Eight performers – four women and four men – produce rhythmic sounds on an extensive variety of everyday items – from metal trash cans, matchboxes and push brooms, to dust pans, newspapers, and more.  Ever notice the sound of a straw squeaking in and out of a plastic cup lid?  Add that to the bass sound of a blown-up plastic bag when it’s stroked or thumped and a plastic shopping bag when it’s shaken rhythmically.

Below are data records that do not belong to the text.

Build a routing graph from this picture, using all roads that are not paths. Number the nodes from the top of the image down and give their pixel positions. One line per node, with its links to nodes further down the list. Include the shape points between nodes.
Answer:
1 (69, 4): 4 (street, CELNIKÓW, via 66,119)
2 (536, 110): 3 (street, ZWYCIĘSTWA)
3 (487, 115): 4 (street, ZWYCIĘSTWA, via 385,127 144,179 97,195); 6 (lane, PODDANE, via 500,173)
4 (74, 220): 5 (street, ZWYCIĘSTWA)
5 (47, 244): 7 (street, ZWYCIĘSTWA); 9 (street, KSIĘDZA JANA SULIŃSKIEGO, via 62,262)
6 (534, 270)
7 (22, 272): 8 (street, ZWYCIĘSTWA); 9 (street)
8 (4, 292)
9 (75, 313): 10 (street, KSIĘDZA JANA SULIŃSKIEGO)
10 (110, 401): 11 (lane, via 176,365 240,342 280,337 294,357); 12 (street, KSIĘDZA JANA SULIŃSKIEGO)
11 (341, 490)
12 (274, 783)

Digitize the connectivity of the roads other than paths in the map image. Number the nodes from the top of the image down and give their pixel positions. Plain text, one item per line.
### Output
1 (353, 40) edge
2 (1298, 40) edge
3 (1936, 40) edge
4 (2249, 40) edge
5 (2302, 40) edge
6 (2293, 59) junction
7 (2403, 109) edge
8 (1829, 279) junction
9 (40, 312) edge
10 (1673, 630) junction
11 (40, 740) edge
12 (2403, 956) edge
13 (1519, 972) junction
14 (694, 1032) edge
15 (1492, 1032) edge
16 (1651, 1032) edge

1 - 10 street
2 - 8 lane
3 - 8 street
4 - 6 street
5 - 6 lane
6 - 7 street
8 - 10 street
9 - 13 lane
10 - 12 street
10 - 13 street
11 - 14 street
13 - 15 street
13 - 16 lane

To accompany these unique sound combinations, performers keep the beat with their feet or hands, slapping thighs or simply clapping, an activity the audience is invited to participate in.  One routine, played out with long poles and mallets, takes on the primal appearance of a Maasai jumping dance.  Each routine leads to another interaction among the group of performers who provide silent, interactive comic relief.

There are times in this show when it is comparable to the cadence of a military drill, others when it is a coordinated, controlled frenzy and objects go flying across the stage.  It takes some serious hand-eye coordination to pull off metal lids or basketballs tossed and caught in ever-evolving circles of activity.

High-octane, toe-tapping, finger-snapping, kinetic energy.  Find your rhythm and go.  Especially exciting for kids.

Created and directed by Luke Creswell and Steve McNicholas with Lighting by Steve McNicholas. Starring Kayla Cowart, Jonathon Elkins, Alexis JulianoCary Lamb, Jr., Guido Mandozzi, Artis Olds, Jeremy Price, Krystal Renée, Ivan Salazar, Cade Slattery, Steve Weiss and Joe White.

Through Sunday, April 28th at The National Theatre, 1321 Pennsylvania Avenue, NW, Washington, DC.  For tickets and information web or call 1-800-514-3849 or at the box office weekdays from noon till 6pm.